Outside the terminal itself, DIA plans a consolidated rent-a-car facility with a capacity for between 15,000 and 17,000 spaces. Current capacity is 12,760. The complex will have more cars but also EV chargers and other new electrical needs that collectively will require 40 megawatts. Again, the comparison is to DIA’s existing overall use of 45 megawatts.

New transportation connecting the terminal with this facility will require electricity. The airport currently has 250,000 annual trips of buses shuttling passengers between rental cars and the terminal.

Changes to the often-congested Pena Boulevard are planned. A north entrance to DIA remains a possibility. Work is underway for a new $500 million baggage-handling system.

Currently 40,000 people work at DIA. In the expansions now planned, said Washington, the airport will have around 60,000 employees.

Again, why not Xcel?
But again, why is DIA now thinking it needs to provide self-generation? In the Q&A, Washington got a question that mentioned Coca-Cola.

A 570,000-square foot aluminum and plastic bottling plant near DIA had been planned since at least 2023. The company announced in August that it was going elsewhere in Colorado. In part, it said, it was doing so because Xcel Energy had failed to supply electricity to the site, according to City of Denver documents and a city council member cited by The Denver Post.

“Xcel Energy and Denver International Airport could not figure out a time-efficient manner to get Coca-Cola power to build out there, and then they all started pointing fingers at each other,” Stacie Gilmore, the council member, told the newspaper. Xcel pointed to lack of commitment by the bottling company.

Others have complained about the slowness of Xcel to deliver electricity.

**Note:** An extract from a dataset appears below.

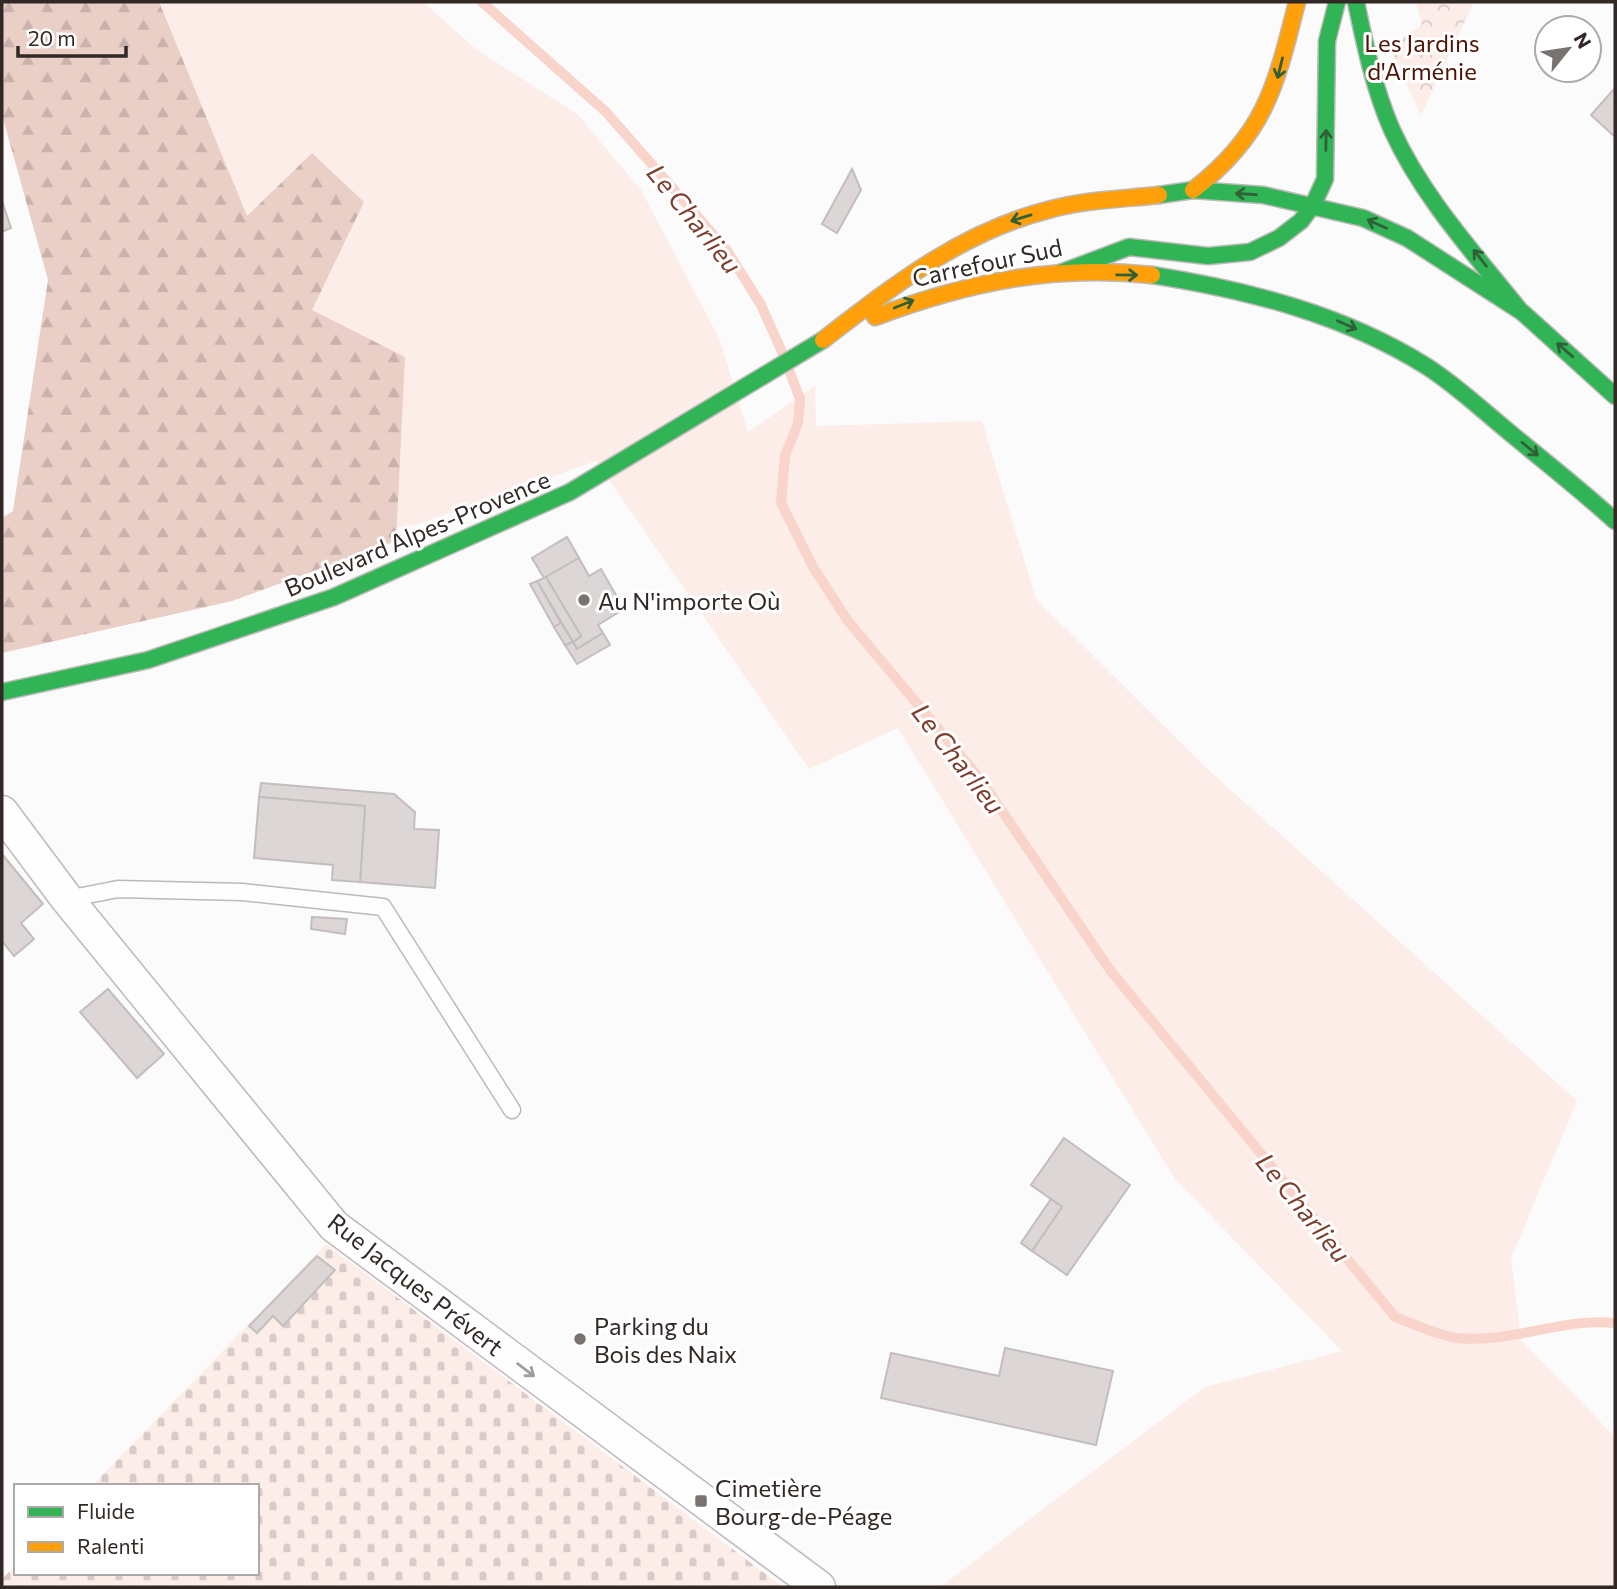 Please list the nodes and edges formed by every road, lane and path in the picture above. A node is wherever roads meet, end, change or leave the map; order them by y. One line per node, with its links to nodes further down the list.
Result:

In February, the Post reported that real estate developer Brightland Homes sued Xcel, claiming that service and installation delays of Xcel in metropolitan Denver had caused the builder lost sales.

As for DIA, most of us use that name. Washington and others call it DEN, the airport code in international traffic. In that international lexicon, DIA had already been appropriated for an airport in Qatar before DIA debuted in 1995.

Allen Best

Allen Best publishes the e-journal Big Pivots, which chronicles the energy transition in Colorado and beyond.